What to work on.
Which lines below hold the word "dead"? Report each one.
==== Provided records
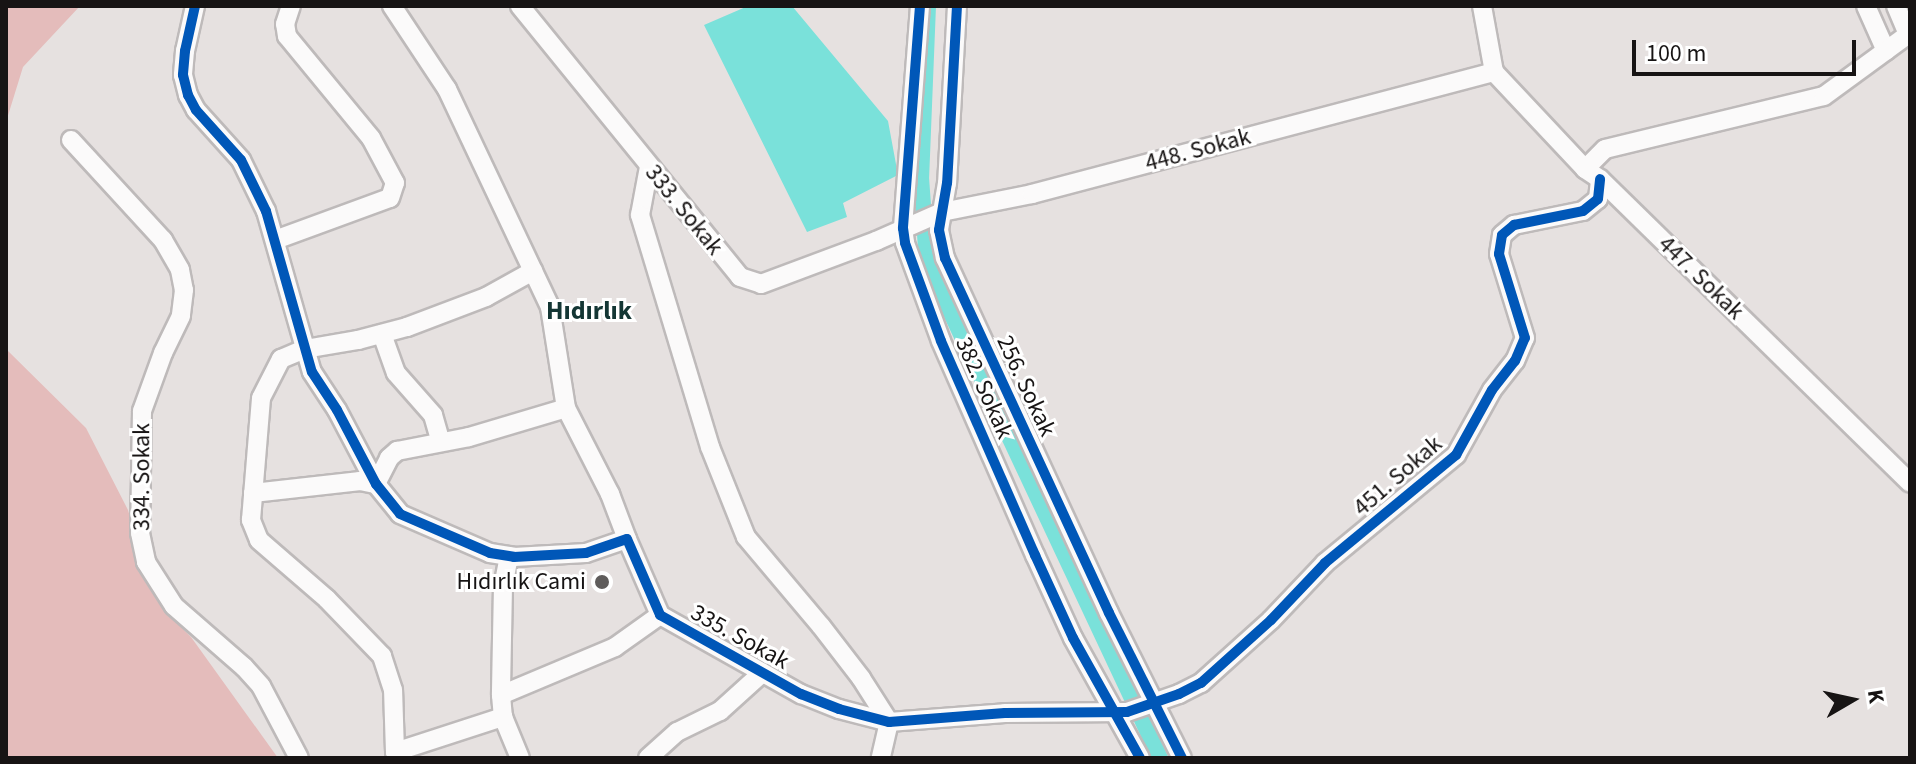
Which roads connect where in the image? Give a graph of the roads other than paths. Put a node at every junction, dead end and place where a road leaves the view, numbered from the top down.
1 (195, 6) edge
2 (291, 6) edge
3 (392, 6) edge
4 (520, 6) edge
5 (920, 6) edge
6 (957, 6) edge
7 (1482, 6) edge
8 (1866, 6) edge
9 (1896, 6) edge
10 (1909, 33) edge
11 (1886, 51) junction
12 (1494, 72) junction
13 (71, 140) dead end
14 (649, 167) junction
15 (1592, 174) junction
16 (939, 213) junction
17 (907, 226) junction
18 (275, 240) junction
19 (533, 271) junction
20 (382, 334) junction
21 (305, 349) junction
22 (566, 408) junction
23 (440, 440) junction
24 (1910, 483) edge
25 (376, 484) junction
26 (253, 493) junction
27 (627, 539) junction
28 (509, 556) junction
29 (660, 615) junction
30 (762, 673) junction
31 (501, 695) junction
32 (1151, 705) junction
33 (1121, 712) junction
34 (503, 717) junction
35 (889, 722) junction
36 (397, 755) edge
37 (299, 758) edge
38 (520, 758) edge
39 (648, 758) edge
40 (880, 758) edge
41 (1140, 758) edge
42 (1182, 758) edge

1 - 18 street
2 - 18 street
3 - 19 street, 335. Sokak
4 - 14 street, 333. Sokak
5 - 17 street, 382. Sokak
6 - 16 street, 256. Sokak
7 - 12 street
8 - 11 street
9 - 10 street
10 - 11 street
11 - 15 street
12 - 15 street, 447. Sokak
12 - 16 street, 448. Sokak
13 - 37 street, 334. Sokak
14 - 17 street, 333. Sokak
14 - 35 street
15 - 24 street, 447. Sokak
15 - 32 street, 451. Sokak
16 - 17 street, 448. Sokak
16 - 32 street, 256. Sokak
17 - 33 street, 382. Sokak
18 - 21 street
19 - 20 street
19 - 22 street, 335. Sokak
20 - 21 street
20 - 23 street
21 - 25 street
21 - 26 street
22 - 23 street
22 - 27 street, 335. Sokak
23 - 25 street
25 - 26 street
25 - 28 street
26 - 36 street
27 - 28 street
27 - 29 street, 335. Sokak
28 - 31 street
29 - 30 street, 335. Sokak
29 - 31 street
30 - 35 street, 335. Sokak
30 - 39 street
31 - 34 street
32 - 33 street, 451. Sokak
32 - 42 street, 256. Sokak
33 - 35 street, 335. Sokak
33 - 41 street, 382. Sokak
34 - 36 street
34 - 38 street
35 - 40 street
========
Problem solution.
Which roads connect where in the image? Give a graph of the roads other than paths. Put a node at every junction, dead end and place where a road leaves the view, numbered from the top down.
13 (71, 140) dead end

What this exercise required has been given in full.